Could you be paying over the odds for your mortgage? Maybe you’re not aware of the fact that there may be better deals around? For most people, there are big savings, check them out.
As far as your mortgage is concerned, you might be pleased to know that you can probably save an appreciable amount each month, by re-mortgaging. If you’ve been in your home for some years, you will have built up appreciable equity in it. You could re-mortgage to improve or extend your home, buy a second home, combine your loans, or just to save money.
More and more people are switching mortgages all the time, so whatever your reasons for considering this move, you’ll be in good company. If you’re on your lender’s standard variable rate, you will probably be able to save around 2% on the interest rate by switching to a two or three year fixed term interest only loan. If your mortgage sum is around £100,000, this could save you in the region of £2,000 per year. It’s true that there are expenses involved but with the latest mortgages and the number of lenders in competition for your business, you should be able to find a fee-free one who will be keen to help you to keep your expenses right down to the minimum.

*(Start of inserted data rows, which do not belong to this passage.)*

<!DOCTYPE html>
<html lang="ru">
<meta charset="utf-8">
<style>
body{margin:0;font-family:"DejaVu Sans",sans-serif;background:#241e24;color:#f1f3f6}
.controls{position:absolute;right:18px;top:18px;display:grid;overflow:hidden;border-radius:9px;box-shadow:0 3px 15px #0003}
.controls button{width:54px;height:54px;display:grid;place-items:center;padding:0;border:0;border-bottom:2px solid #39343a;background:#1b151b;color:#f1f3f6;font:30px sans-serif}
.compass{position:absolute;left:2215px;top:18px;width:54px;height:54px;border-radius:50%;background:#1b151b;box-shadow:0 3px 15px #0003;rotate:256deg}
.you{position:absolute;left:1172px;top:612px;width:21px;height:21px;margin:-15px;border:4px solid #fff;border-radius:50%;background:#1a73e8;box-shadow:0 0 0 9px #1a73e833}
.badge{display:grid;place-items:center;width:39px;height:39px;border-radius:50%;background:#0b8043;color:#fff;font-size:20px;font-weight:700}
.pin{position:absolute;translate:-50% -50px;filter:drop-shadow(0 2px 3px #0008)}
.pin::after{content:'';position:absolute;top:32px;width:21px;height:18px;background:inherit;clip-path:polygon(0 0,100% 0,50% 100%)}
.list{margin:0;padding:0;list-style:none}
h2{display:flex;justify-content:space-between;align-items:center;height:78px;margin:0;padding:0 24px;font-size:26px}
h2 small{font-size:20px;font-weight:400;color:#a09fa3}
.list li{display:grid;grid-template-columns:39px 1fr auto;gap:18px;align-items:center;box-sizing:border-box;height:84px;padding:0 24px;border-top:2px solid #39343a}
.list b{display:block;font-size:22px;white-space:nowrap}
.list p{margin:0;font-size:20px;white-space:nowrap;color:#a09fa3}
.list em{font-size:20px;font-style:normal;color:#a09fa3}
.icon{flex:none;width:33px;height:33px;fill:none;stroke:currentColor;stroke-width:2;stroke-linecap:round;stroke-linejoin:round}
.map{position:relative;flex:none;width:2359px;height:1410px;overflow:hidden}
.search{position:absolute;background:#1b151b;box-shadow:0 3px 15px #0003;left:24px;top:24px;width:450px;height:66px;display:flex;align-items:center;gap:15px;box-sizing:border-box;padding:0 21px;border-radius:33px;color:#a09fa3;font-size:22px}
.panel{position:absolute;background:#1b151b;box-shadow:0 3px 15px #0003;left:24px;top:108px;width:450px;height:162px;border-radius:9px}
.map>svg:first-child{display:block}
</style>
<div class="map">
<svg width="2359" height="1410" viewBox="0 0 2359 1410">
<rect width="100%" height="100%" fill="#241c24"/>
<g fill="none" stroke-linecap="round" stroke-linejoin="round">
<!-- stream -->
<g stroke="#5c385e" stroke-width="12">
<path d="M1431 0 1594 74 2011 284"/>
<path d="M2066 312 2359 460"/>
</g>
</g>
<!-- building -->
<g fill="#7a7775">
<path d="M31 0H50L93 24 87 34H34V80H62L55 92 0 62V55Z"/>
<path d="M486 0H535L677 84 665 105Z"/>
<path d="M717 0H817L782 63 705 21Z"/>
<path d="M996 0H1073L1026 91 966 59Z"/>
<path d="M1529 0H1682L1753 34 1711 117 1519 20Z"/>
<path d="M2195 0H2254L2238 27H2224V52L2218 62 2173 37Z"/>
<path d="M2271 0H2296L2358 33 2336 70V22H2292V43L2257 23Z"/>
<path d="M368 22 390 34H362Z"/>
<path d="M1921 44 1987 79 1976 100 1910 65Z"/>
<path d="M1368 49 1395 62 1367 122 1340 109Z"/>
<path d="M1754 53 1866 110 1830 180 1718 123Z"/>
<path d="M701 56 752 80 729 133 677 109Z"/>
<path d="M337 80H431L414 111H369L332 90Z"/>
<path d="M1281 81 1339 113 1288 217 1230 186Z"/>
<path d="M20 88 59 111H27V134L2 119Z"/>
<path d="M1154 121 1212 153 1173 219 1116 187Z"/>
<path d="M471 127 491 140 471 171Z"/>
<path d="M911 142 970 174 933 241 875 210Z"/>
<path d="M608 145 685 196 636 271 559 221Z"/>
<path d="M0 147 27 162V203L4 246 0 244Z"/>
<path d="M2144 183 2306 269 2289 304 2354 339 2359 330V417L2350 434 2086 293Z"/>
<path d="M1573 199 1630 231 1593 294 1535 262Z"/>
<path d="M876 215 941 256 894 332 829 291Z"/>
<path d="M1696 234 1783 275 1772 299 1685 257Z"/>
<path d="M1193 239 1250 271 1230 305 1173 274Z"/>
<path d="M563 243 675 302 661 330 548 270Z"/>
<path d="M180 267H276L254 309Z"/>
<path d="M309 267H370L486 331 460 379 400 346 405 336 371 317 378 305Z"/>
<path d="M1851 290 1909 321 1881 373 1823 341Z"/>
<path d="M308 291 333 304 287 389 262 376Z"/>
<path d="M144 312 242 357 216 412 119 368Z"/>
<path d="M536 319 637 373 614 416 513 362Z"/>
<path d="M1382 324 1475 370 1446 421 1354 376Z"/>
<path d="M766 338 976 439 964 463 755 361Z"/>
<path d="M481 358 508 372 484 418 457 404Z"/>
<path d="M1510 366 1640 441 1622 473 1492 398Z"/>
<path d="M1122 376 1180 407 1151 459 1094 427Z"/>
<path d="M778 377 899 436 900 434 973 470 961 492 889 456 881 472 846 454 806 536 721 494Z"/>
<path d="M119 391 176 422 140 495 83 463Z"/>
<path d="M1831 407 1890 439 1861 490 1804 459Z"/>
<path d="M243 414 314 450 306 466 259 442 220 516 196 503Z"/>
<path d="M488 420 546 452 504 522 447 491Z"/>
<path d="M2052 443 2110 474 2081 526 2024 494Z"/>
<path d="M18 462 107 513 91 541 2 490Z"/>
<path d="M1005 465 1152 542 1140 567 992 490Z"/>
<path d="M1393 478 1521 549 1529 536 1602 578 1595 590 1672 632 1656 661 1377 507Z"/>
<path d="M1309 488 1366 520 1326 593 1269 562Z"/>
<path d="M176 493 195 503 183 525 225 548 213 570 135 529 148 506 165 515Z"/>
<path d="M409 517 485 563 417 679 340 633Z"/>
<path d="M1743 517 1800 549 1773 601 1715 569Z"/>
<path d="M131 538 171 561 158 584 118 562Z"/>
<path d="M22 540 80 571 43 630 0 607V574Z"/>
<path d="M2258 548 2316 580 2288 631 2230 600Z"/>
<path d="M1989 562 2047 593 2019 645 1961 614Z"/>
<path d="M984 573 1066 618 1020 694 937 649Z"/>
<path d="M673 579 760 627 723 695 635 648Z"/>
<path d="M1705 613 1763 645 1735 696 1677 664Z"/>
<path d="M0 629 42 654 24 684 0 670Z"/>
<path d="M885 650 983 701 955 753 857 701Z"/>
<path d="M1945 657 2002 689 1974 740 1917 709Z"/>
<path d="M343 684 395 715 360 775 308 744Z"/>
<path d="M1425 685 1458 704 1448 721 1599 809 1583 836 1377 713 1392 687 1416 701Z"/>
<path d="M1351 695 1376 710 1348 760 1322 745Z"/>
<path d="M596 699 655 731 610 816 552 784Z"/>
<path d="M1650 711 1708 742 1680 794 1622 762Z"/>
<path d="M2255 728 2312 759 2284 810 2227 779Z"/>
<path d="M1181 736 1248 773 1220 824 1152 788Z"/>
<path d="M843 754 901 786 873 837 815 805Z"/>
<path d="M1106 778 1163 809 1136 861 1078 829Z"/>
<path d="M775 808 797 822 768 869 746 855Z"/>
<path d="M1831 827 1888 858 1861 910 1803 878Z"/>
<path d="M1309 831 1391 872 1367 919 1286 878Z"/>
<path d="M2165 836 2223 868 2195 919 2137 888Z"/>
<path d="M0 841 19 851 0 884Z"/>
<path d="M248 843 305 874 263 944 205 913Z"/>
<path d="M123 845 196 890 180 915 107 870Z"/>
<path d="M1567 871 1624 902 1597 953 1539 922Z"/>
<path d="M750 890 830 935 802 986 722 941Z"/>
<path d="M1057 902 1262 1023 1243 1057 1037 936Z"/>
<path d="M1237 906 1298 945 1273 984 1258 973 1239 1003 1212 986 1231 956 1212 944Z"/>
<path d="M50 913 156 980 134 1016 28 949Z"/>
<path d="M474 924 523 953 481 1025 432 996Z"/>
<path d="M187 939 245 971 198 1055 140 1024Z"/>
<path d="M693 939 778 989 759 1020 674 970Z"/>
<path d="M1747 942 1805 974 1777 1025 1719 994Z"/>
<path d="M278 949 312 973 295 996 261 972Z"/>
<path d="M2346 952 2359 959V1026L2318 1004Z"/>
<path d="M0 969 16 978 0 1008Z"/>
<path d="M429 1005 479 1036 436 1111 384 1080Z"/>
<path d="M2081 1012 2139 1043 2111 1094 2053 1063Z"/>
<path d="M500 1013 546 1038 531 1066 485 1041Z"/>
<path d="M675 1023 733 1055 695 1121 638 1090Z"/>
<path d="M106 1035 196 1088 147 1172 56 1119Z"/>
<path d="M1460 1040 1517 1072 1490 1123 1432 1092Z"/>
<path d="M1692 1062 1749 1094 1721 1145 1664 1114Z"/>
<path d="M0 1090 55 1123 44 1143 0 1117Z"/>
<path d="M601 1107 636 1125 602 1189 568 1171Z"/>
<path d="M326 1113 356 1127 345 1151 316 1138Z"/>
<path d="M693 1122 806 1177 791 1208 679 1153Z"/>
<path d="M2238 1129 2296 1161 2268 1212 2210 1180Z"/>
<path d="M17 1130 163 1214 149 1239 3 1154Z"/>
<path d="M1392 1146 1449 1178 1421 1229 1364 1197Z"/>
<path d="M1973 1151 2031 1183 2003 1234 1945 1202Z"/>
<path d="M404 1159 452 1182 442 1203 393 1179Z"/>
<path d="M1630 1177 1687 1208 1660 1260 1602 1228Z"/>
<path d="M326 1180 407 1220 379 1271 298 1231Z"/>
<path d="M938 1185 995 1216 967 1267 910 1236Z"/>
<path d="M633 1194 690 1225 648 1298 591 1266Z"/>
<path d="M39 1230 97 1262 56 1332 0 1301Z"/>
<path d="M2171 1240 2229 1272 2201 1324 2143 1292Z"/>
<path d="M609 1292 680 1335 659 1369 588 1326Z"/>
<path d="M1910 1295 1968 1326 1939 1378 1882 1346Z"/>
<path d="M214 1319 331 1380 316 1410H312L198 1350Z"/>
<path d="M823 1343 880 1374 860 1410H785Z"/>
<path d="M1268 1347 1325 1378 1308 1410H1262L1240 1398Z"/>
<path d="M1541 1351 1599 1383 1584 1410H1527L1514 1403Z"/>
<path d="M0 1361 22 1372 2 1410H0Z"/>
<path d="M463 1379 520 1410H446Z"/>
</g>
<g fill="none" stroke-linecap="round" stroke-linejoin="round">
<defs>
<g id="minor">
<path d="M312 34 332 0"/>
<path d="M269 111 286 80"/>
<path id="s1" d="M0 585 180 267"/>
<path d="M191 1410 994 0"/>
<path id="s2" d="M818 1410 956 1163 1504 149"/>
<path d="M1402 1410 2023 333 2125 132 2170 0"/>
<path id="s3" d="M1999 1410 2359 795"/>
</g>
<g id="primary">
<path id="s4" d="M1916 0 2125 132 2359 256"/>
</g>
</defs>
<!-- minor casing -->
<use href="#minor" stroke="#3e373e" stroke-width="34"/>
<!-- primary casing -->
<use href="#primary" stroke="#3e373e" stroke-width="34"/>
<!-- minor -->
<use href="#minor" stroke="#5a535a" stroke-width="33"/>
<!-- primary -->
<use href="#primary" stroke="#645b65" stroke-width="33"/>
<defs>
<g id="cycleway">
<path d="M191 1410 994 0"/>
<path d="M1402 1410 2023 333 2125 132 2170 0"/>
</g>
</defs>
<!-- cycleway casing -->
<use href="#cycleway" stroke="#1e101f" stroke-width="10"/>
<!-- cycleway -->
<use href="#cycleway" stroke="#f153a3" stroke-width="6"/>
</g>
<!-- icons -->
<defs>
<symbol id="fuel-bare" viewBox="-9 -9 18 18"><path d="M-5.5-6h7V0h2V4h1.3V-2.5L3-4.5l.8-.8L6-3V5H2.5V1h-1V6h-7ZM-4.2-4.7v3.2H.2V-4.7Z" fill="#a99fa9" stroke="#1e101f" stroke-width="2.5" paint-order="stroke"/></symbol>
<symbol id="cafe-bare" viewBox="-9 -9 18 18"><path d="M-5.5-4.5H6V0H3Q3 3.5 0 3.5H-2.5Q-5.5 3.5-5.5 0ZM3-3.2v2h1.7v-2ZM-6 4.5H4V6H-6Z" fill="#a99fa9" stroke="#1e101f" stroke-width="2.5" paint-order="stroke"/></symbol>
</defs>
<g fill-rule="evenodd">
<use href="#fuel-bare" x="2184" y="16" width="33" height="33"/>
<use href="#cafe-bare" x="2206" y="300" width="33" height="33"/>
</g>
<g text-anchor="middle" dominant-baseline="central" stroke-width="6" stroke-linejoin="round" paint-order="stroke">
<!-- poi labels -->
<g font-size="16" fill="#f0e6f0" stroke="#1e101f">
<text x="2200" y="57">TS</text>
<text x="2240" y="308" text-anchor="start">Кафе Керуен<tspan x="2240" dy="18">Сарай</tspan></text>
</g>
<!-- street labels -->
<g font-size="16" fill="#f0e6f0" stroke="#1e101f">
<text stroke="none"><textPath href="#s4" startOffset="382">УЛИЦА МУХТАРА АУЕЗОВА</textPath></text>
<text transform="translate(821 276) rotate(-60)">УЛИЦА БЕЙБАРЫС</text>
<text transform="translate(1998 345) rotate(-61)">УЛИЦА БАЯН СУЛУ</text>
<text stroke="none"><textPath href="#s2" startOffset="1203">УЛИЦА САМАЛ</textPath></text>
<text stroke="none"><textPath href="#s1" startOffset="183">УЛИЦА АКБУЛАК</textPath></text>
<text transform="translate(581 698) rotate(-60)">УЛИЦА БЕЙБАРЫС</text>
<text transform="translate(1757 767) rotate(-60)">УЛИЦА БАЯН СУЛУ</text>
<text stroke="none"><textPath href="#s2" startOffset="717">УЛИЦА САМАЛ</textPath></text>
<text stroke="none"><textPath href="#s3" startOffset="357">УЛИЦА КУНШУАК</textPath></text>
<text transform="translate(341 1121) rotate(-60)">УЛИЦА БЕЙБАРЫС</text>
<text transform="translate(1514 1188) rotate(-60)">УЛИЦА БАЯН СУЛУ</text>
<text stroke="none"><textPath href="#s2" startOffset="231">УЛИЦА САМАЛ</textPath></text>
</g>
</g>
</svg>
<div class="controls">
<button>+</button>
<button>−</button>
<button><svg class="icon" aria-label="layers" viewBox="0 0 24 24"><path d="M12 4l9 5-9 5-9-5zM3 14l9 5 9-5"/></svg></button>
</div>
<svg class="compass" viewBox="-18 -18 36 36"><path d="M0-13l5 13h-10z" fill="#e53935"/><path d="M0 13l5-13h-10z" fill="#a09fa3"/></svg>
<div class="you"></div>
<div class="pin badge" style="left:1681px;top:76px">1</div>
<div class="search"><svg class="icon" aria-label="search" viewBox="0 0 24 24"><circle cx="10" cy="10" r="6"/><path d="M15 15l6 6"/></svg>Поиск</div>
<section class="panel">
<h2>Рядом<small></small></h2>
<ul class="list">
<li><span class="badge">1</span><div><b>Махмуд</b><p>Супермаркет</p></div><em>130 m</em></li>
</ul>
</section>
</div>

When it comes to making a choice, there are so many different mortgages out there we couldn’t begin to list them. You may find well there’s a mortgage better suited to your circumstances than the one you’re currently on, in addition to the money saving.
Traditional repayment mortgages are probably of more interest to homebuyers who don’t want to take any risks. This type of mortgage offers the certainty that, as long as payments are made, the debt will be paid in full by a specified date. Interest only mortgages are growing in popularity and would suit borrowers who are not afraid of some degree of investment risk, in the anticipation that this may allow them to repay their loan early, or maybe hopefully produce a final sum greater than the original sum borrowed. Three of the most fashionable types of interest only schemes are endowment, pension and ISA (individual savings account) mortgages.
The ISA mortgage is designed so that you can invest your ISA allowance (£7,000 in 2006). The ISA is designed to hold investments such as shares, bonds, unit and investment trusts. Investment gains are free of tax. Most ISA mortgages are invested in products designed to spread your money over a wide range of assets. Results from shares and share-based funds have provided greater returns historically and therefore these types of ISA are likely to mean that the mortgage debt will be paid earlier than with other schemes. There could be a tax free lump sum as a bonus, after paying off the mortgage. Unfortunately, there is no built in life cover, and it is a fact that there is always the possibility that the investment income could be less than adequate. It can be very worrying for some borrowers to see volatility in the stock market, where shares can be up one day and down the next.
There are other interest free mortgages available, such as:
Endowments, which holds the hope of a tax free maturity value exceeding the mortgage debt and also some in-built life cover.
A pension mortgage, where there’s tax relief on your contributions, a tax free lump sum and again the possibility of a high maturity value.
Then there are the flexible mortgages, where there’s the possibility of varying the monthly repayments and increasing them when you’re able to. There is also the possibility of funding all your credit needs.
With such a wide range of mortgages, how do you decide which is right for you? This is where some help is invaluable. An on-line broker will know the market inside out and will offer you all the help you need, searching the whole market to find the right deal for you.
Your new mortgage could be a great deal better!